Немного подождал, размышляя и следя за комнатой Дахут. Возможно, колдовство — суеверие. Но то, что дважды сделала со мной Дахут, вполне подходит под определение колдовства. Я подумал о том, что произошло с Диком, и о том, как она спокойно призналась, что убила его. Она сказала правду, независимо от того, что вызвало смерть: внушение или настоящая тень. Мой собственный опыт не давал усомниться в этом. Она убила Дика Ральстона и тех троих тоже. И только она одна знает, скольких еще.
Я отказался от мысли возвращаться через ее башню и искать скрытую дверь. Может, тени не станут помогать мне, как помогли в древнем Исе. И еще впереди прихожая и лифт.
Правда же заключалась в том, что холодный ужас, который я испытывал перед мадемуазель, парализовал во мне всякую веру в себя.
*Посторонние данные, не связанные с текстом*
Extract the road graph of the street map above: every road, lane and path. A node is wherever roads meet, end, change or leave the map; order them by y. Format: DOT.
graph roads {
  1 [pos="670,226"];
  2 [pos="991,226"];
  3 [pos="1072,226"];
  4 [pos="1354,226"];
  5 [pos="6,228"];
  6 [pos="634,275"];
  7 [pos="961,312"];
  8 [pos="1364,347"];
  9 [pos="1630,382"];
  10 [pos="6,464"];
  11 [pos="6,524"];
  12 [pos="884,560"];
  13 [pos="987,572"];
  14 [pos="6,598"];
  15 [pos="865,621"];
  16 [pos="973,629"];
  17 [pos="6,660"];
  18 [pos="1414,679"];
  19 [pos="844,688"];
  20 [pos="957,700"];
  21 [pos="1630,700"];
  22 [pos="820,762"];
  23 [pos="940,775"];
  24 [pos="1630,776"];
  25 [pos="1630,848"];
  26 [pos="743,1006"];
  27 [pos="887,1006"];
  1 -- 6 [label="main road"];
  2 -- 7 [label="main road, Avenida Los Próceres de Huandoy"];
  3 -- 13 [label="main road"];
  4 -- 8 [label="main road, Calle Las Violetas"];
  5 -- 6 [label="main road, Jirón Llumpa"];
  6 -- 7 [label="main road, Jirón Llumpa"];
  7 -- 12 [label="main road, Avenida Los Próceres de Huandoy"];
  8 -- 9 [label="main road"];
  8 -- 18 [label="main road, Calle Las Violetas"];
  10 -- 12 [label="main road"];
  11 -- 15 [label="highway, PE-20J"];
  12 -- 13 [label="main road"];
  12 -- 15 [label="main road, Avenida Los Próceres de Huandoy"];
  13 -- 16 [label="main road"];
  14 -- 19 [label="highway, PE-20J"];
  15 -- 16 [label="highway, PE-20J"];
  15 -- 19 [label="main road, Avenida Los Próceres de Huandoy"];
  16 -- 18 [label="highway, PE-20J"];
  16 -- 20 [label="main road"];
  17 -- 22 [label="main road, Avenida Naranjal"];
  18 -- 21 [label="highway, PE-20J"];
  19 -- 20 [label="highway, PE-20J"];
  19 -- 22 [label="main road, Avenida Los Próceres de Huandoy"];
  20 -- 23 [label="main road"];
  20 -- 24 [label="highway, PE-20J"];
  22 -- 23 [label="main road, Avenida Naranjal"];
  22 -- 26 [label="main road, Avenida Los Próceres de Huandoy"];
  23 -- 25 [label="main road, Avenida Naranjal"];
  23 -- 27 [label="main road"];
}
В ее доме я слишком уязвим. И если я ее убью, то как объясню свой поступок? Смерть Дика, тени, колдовство? В лучшем случае меня ожидает сумасшедший дом. Как я смогу доказать весь этот абсурд? А если я ее разбужу и потребую, чтобы она меня освободила… мне казалось, что это тоже не сработает. Нью-Йорк и древний Ис все еще слишком близки в моем сознании, и что-то шептало мне, что избранный мною в древнем Исе путь по-прежнему остается лучшим. Бежать, пока она спит.
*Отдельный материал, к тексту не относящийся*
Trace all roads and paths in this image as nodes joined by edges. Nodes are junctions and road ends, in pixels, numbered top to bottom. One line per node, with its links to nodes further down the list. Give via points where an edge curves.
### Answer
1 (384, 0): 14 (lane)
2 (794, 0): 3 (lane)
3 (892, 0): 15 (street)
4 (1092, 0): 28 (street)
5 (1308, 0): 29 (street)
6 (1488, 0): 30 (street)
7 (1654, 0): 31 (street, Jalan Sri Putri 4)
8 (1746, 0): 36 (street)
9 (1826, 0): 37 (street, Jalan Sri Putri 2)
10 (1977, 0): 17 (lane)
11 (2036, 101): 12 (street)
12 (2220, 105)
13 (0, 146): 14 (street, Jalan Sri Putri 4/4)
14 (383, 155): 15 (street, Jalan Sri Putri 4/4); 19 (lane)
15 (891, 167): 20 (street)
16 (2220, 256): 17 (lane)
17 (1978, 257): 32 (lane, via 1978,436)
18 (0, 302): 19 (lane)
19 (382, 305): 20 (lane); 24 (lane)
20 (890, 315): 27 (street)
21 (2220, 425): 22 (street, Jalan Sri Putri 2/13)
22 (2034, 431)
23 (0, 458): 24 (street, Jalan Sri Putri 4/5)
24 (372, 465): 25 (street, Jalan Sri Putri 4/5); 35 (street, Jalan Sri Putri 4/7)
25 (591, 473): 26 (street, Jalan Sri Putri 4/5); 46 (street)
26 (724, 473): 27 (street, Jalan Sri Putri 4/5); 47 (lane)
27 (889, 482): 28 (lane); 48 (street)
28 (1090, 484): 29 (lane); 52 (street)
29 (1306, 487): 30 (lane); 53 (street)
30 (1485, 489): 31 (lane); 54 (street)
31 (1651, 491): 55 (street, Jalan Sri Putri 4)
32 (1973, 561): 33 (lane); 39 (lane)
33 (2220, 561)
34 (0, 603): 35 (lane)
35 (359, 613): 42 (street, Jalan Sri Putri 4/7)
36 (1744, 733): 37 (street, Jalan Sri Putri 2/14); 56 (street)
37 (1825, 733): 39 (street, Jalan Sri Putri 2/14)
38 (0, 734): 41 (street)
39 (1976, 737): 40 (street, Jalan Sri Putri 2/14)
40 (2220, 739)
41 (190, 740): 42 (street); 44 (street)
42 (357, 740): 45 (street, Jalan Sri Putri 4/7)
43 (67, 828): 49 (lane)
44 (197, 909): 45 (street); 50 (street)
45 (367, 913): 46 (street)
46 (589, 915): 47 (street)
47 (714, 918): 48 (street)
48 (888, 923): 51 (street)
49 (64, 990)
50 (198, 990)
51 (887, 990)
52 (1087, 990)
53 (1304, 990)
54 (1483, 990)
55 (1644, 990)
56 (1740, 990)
Я подошел к краю террасы и заглянул за перила. Следующая терраса находилась ниже в двадцати футах. Прыгать я не рискну. Я осмотрел стену. Там и тут выступали кирпичи, и я подумал, что справлюсь.
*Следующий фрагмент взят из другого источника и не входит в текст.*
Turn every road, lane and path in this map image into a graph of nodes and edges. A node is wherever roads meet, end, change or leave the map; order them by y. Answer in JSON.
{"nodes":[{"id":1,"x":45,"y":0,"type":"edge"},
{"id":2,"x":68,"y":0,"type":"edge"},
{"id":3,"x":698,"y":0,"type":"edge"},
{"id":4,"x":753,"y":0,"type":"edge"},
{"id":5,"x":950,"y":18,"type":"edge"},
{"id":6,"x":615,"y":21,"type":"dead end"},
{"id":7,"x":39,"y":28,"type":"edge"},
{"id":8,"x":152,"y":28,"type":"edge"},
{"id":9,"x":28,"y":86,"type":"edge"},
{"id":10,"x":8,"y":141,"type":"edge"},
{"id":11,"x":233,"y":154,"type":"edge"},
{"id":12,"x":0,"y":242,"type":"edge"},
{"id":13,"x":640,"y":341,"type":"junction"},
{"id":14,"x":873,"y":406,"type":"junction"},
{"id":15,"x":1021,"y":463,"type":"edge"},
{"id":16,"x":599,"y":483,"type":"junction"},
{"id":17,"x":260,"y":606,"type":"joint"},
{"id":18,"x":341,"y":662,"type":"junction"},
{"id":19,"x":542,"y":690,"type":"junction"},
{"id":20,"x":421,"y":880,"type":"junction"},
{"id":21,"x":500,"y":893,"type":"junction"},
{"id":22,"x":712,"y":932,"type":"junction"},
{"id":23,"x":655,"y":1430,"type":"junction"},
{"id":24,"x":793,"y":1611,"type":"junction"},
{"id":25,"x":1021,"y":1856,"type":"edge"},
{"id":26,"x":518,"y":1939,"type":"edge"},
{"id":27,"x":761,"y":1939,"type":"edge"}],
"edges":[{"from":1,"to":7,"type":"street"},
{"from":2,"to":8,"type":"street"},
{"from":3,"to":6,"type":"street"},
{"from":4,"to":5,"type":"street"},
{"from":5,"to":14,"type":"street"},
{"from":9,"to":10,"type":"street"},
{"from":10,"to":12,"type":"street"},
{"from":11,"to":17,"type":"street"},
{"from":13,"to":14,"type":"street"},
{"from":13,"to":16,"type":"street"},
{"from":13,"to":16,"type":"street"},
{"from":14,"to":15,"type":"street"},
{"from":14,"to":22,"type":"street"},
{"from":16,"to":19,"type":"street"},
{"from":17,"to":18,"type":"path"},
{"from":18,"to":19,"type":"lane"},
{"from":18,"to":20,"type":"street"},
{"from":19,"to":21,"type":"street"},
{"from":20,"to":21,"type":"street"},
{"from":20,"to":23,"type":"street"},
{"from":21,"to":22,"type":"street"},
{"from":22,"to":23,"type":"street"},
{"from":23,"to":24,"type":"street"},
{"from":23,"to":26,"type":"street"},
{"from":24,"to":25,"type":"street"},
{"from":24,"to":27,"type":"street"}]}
Я снял туфли и повесил за шнурки на шею. Потом перелез через перила и без особых трудностей добрался до нижней террасы. Окна ее были открыты, и изнутри доносился храп. Часы пробили два раза, и храп прекратился. Какая-то женщина подошла к окну, выглянула из него и захлопнула. Мне пришло в голову, что это не место для незнакомца без шляпы, пальто и обуви, просящего убежища. Поэтому я пополз к следующей террасе, но она оказалась заколоченной.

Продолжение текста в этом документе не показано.